Direct answer
A prediction market dashboard for teams is a shared monitoring system for event-market movement, resolution risk, watchlists, alerts, and daily briefs. The best version gives every researcher the same ranked queue and the same source context, so the team can decide what to verify next without turning the tool into a trading-advice product.
The team monitoring loop
The safest prediction-market workflow separates attention, evidence, source quality, and next action. A probability move can be important, but it is not useful until the market is liquid enough, the rule is clear enough, and the user knows what to verify next.
- Start with a shared scanner for liquid, live markets.
- Route the top movers into a Research Queue with one next step per row.
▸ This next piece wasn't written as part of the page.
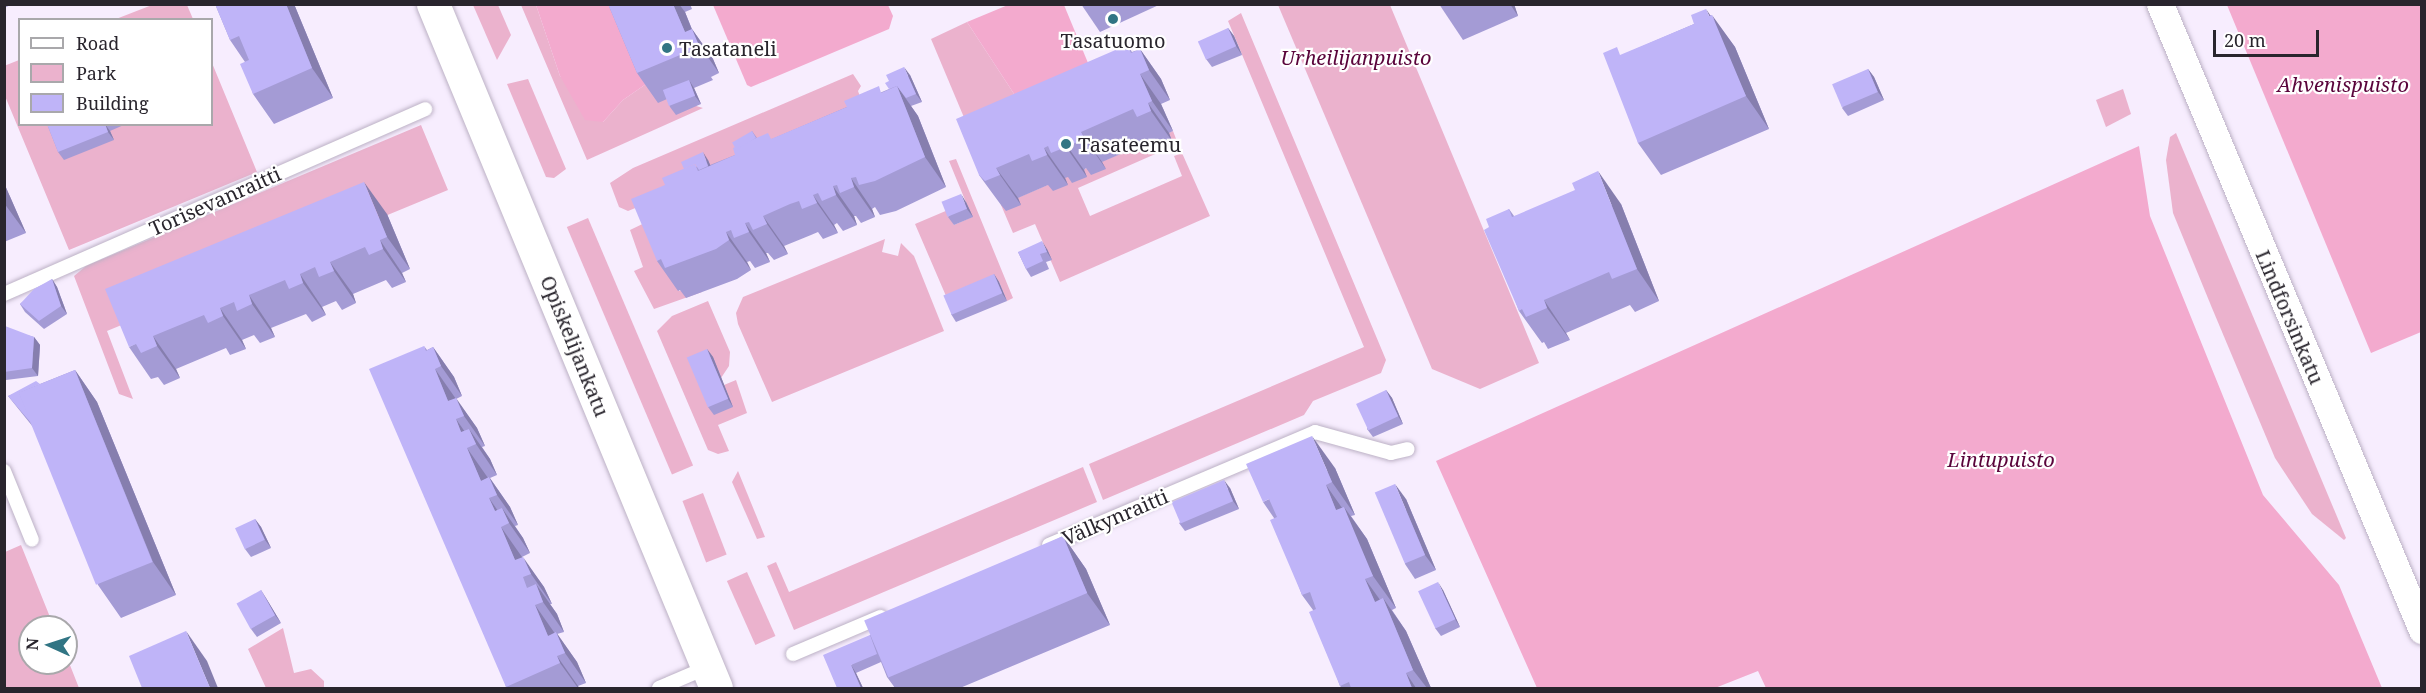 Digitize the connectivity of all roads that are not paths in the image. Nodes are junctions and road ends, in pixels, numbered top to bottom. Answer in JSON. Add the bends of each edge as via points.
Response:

- Send source-sensitive markets into a resolution watchlist.
- Deliver Daily Brief summaries to a shared inbox.
- Route critical alerts to email, webhooks, or team channels with an audit trail.
What to verify before trusting the move
Good research tools keep the boring details visible. Expiry, resolution source, official status, spread, liquidity, and related markets often explain why a headline probability should be treated carefully.
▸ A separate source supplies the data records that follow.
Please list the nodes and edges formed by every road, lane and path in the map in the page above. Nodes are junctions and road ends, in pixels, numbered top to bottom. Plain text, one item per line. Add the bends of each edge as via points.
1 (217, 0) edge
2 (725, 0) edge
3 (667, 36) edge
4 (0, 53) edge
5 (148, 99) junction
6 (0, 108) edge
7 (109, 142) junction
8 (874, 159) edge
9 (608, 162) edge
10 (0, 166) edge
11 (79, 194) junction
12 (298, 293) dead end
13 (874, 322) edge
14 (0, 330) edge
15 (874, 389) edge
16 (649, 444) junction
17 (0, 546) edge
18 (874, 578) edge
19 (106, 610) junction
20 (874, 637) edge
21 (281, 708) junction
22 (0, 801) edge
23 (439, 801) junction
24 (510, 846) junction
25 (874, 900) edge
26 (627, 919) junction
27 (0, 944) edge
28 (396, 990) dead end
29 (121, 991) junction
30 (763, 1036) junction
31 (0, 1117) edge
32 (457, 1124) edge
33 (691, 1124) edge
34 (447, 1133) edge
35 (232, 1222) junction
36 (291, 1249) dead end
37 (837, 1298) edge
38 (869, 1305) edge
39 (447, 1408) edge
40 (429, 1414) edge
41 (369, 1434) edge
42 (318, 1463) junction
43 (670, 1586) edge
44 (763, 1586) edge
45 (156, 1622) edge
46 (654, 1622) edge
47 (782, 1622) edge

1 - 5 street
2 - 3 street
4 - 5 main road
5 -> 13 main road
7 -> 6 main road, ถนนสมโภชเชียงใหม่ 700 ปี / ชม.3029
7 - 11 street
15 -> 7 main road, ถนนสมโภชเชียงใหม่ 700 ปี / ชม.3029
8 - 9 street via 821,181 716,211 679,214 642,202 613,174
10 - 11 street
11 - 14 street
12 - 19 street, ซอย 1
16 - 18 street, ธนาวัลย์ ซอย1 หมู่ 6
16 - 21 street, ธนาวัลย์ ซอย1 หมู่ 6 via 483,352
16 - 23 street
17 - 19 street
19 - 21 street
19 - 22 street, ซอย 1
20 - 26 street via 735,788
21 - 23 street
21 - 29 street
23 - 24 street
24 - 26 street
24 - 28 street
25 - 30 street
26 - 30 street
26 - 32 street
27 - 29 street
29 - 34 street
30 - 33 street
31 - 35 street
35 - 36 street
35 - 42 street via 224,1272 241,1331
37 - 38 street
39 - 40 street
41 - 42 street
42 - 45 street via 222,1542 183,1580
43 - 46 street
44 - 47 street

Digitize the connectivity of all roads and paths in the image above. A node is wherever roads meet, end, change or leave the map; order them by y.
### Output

- Whether a row is live research, resolution housekeeping, or already settled.
- Who received the alert and whether delivery succeeded.
- Which source or rule will decide the market.
- Whether a move is broad across related markets or isolated to one thin contract.
How Orrery handles it
Orrery's Team packaging combines shared watchlists, server-side alerts, Daily Brief delivery, API credits, and audit-oriented status views. The UI keeps the verification action visible so teams can discuss the evidence rather than argue over a raw probability.
Orrery is not a broker and does not provide trade recommendations. It ranks research work, explains market structure, and keeps resolution rules visible so humans and agents can make better verification decisions.
FAQ
What should a team prediction-market dashboard include?
Shared watchlists, a ranked research queue, resolution-risk checks, email or webhook alerts, daily briefs, and an audit trail for delivery and data freshness.
Is a team dashboard the same as a trading terminal?
No. The safer product is a monitoring and verification terminal: it explains what moved and what to check next, without recommending trades.
Why do teams need audit history?
Because alerts and briefs are only useful if the team can later see what fired, when it fired, and whether the delivery channel succeeded.